More generally: The problem, from the perspective of Steve, is that these two constraints, does not actually grant Steve any meaningful influence, regarding the adoption of those preferences, that refer to Steve. I think that such influence, is a necessary (but far from sufficient) feature, for an AI to be better than extinction (in expectation, from the perspective essentially any human individual). So, my proposal, would be to explore various ways, of giving each individual, meaningful influence, regarding the adoption of those preferences, that refer to her. One way of doing this, would be to explore different ways, of modifying PCEV, in such a way that the Modified version of PCEV (MPCEV), does give each individual, in the set of individuals that MPCEV is pointed at, such influence. For example along the lines of (some version of) the following rule:
If a preference is about Steve, then MPCEV will only take this preference into account, if: (i): the preference counts as concern for the well being of Steve, or if (ii): Steve would approve, of MPCEV taking this preference into account.
Even more generally, I think that it is important, and urgent, to make progress on what I call the ``what alignment target should be aimed at?″ question, and that you refer to as Goalcraft. (in addition to your past work on CEV variants, it was your Goalcraft post, that made me DM you, and point you to this post). Exploring different ways of modifying PCEV, sounds to me like a promising way, towards meaningful progress on this question. I think that s-risk from successfully hitting a bad alignment target, is a serious, and very under explored, issue. I think that there are important differences, between this type of s-risk, and the type of AI risks, that is associated with ``aiming failures″. In particular, progress on the ``what alignment target should be aimed at?″ question, can reduce the former type of s-risk (and this can be done, even if one does not find an actual answer). One way of reducing this s-risk, is to find problems with existing proposals. Another way, is to describe general features, that are necessary for safety (for example along the lines of the ``individuals must have meaningful influence, over the adoption, of those preferences, that refer to her″ feature mentioned above). A third way to reduce the s-risk, that comes from successfully hitting the wrong alignment target, is to show, that the ``what alignment target should be aimed at?″ question is, genuinely, unintuitive.

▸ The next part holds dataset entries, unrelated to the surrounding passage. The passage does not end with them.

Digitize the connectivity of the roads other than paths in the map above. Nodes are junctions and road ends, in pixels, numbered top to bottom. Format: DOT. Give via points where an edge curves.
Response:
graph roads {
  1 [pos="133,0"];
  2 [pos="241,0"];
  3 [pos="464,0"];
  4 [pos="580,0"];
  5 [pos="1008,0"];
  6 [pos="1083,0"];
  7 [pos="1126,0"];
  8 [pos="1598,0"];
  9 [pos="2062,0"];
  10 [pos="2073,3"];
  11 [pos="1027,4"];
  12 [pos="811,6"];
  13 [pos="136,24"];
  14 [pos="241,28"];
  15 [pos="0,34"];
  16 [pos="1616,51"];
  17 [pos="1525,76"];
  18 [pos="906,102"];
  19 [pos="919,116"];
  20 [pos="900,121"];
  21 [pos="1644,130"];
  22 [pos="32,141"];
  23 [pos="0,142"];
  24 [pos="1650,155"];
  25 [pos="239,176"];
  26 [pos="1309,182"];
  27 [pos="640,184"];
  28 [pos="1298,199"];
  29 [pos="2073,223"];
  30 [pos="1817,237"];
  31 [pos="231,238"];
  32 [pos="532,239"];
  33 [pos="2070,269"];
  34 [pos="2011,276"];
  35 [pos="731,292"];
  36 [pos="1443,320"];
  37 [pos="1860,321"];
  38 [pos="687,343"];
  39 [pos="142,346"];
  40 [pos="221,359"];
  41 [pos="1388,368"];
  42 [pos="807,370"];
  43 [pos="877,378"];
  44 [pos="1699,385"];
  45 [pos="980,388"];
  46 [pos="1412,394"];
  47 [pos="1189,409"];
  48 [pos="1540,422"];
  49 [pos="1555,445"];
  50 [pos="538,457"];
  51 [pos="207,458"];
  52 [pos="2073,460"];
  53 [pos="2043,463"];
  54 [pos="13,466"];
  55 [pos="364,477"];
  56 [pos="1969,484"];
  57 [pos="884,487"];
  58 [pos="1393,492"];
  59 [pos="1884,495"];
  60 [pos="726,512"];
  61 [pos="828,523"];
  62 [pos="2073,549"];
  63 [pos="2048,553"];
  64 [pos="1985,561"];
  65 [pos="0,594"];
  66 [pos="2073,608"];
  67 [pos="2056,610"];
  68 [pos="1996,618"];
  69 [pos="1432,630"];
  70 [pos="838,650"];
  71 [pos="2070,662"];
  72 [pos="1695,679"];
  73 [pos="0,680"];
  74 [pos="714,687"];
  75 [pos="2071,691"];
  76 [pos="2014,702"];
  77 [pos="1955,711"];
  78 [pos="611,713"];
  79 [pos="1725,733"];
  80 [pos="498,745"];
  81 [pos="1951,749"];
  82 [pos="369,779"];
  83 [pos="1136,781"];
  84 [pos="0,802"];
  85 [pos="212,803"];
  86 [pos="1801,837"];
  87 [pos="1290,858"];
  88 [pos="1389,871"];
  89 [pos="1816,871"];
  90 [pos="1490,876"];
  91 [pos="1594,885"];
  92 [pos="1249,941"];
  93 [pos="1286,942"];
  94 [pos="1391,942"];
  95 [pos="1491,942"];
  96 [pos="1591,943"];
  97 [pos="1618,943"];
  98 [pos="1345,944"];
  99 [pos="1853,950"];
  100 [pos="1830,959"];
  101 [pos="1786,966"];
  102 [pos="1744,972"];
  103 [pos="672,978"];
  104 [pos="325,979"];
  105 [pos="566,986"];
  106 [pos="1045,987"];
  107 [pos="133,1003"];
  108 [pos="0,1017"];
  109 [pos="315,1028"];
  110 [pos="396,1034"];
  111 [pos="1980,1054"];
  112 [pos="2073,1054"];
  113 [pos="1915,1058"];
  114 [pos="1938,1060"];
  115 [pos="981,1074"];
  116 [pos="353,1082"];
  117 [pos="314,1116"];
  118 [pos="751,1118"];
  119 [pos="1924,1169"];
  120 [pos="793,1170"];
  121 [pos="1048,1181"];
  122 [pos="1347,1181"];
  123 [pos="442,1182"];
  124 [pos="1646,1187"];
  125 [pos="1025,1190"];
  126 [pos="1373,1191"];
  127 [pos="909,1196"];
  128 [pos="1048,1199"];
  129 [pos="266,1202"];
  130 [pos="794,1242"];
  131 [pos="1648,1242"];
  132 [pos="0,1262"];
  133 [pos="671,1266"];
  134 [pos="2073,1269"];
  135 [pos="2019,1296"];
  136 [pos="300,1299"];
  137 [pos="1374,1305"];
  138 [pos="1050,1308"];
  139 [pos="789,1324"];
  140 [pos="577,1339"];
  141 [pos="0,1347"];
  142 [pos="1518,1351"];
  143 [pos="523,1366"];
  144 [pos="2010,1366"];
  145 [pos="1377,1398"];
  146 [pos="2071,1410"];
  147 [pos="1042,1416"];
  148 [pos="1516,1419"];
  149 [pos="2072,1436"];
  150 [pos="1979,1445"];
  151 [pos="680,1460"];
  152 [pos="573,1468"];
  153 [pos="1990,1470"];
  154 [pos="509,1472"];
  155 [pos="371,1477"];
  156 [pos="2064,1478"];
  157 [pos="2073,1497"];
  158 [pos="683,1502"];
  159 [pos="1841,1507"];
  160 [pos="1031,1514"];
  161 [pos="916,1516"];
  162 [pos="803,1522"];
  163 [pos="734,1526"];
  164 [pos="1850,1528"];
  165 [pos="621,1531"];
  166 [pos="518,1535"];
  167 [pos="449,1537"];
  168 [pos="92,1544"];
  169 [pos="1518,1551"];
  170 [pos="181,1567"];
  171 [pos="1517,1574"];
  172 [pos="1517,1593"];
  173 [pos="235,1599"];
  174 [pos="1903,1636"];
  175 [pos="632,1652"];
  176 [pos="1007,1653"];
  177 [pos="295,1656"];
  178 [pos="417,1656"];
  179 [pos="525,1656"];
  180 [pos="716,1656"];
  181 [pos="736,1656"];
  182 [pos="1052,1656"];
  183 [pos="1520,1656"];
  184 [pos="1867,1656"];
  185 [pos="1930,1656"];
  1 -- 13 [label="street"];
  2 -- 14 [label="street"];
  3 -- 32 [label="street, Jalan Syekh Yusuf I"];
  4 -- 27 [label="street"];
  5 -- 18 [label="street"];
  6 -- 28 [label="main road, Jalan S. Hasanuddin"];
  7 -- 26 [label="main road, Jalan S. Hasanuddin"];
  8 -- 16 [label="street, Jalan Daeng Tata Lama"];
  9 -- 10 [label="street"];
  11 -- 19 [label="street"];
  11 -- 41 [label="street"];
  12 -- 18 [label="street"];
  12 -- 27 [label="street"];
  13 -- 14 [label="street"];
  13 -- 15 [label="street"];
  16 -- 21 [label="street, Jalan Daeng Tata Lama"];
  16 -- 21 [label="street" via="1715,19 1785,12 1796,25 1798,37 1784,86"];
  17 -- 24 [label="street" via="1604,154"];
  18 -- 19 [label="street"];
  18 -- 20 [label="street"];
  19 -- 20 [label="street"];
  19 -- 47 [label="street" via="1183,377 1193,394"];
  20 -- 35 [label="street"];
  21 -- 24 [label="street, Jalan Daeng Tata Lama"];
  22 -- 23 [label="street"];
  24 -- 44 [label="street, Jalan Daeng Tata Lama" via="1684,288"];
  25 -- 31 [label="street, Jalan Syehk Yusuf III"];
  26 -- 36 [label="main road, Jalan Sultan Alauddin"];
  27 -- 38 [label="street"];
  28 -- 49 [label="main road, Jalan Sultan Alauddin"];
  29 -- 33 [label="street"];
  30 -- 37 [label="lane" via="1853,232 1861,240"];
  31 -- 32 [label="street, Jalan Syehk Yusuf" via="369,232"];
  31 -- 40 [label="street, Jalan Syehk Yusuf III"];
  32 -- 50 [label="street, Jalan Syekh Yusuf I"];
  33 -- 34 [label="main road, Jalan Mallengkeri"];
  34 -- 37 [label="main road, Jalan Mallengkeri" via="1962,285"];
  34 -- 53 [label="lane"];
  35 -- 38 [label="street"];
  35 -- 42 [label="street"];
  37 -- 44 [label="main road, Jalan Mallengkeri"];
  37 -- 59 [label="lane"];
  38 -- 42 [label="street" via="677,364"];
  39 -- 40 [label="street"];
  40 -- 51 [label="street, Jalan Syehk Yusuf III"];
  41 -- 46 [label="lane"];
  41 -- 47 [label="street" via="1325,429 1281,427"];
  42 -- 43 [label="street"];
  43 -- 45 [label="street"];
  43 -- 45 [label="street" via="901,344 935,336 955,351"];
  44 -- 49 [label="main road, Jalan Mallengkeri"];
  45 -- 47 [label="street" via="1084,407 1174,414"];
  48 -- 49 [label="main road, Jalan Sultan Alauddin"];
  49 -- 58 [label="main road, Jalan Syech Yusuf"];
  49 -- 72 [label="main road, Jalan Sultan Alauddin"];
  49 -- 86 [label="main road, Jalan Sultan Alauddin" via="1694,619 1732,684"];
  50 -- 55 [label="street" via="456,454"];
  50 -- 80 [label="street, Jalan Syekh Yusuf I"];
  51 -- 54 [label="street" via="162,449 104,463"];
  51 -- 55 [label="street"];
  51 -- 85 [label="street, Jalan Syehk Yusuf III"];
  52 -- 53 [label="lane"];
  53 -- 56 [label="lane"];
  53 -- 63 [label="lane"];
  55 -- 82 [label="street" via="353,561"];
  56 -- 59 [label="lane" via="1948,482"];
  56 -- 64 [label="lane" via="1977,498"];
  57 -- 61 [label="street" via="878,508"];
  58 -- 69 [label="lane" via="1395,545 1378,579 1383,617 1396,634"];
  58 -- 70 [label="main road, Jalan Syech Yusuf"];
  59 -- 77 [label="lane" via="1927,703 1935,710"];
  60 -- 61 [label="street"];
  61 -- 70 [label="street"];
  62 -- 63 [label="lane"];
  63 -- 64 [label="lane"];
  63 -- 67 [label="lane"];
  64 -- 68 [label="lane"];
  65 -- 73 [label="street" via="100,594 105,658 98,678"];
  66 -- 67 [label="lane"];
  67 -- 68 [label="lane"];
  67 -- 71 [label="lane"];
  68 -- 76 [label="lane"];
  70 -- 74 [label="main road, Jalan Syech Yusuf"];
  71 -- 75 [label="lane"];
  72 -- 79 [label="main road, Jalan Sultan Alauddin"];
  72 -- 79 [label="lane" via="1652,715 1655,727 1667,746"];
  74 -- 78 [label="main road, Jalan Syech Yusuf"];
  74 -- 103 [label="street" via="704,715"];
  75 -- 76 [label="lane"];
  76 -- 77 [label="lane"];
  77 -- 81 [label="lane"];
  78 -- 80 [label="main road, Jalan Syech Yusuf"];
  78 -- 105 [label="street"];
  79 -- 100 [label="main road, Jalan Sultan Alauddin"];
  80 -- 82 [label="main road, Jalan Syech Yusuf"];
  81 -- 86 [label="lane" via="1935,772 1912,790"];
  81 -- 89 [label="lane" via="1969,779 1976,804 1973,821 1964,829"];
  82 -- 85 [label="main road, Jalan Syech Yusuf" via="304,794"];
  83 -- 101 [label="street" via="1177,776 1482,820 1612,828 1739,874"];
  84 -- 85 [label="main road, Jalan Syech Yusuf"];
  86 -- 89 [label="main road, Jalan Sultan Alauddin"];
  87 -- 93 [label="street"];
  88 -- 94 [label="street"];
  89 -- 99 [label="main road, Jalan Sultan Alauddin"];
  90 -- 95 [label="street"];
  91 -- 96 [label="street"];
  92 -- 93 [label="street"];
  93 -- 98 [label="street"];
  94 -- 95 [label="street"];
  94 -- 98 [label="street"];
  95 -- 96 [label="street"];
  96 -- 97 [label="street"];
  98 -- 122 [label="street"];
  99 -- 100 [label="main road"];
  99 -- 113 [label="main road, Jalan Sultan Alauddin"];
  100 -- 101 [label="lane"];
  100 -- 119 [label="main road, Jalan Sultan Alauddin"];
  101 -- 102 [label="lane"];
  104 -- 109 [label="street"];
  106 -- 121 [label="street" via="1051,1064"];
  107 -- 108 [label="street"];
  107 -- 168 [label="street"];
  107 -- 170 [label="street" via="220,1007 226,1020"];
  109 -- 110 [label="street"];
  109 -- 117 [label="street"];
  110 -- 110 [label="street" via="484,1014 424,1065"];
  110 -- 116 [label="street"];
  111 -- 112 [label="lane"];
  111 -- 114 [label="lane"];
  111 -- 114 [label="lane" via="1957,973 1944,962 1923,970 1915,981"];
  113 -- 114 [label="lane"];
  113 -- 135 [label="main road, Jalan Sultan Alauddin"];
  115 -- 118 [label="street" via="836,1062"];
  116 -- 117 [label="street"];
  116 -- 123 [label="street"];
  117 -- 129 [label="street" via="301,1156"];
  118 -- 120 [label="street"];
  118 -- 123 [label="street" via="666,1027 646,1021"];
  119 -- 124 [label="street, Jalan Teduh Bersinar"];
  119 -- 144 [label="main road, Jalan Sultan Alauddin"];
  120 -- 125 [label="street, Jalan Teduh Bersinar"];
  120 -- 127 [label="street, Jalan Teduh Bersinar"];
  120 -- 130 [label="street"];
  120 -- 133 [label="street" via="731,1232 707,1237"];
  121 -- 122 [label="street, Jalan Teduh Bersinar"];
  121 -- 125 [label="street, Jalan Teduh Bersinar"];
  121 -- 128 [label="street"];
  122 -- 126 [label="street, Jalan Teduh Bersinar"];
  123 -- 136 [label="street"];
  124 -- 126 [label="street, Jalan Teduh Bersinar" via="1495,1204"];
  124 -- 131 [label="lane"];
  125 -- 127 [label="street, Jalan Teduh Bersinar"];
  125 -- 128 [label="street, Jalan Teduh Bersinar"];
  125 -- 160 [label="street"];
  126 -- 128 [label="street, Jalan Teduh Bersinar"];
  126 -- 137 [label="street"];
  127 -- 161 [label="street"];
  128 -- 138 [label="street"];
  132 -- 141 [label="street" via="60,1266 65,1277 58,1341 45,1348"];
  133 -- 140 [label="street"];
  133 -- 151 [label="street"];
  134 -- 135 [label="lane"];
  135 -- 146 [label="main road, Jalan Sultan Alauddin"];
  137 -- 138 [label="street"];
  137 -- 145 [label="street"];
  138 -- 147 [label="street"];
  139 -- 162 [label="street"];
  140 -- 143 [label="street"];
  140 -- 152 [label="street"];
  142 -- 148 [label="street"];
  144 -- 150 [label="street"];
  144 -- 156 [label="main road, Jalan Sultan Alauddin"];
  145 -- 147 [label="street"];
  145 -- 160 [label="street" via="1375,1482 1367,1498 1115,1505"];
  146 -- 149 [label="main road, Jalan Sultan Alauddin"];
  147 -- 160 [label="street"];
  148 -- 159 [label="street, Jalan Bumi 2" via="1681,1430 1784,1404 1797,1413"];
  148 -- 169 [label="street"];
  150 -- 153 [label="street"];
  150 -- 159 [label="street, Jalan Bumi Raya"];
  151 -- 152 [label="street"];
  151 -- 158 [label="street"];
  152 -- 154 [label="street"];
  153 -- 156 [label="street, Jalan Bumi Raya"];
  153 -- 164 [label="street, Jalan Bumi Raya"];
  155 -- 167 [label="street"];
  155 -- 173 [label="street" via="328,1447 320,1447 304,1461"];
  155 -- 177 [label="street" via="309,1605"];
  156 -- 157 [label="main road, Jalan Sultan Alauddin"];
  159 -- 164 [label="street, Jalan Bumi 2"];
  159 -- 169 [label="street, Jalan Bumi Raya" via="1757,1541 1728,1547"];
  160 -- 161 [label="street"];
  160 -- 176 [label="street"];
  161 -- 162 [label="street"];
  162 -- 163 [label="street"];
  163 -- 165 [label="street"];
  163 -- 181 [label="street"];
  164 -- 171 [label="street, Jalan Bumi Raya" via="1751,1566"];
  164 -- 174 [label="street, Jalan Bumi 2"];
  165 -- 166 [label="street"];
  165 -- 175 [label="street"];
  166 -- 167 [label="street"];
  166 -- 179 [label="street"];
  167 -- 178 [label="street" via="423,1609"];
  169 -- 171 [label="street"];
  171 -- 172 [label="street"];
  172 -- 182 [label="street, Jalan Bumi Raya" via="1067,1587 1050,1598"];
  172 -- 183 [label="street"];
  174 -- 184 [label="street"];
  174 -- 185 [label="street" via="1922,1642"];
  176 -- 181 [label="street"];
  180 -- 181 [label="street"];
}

One very positive thing, that happens to be true, is that the class of bad outcomes, that I am trying to prevent, would probably involve a very capable design team, that is careful and clever enough, to actually hit, what they are aiming for. Explaining insights to such a design team, sounds feasible (including meta insights, such as the fact that this question is, genuinly, unintuitive). In other words: once insights have been generated, it will probably be relatively easy to communicate these insights (at least compared to many other ``AI is dangerous″ related communication tasks). First, however, such insights must be generated. And this will probably require some dedicated effort. So, the immediate task, as far as I can tell, is to create a community of people, that are fully focused, on exploring the ``what alignment target should be aimed at?″ question.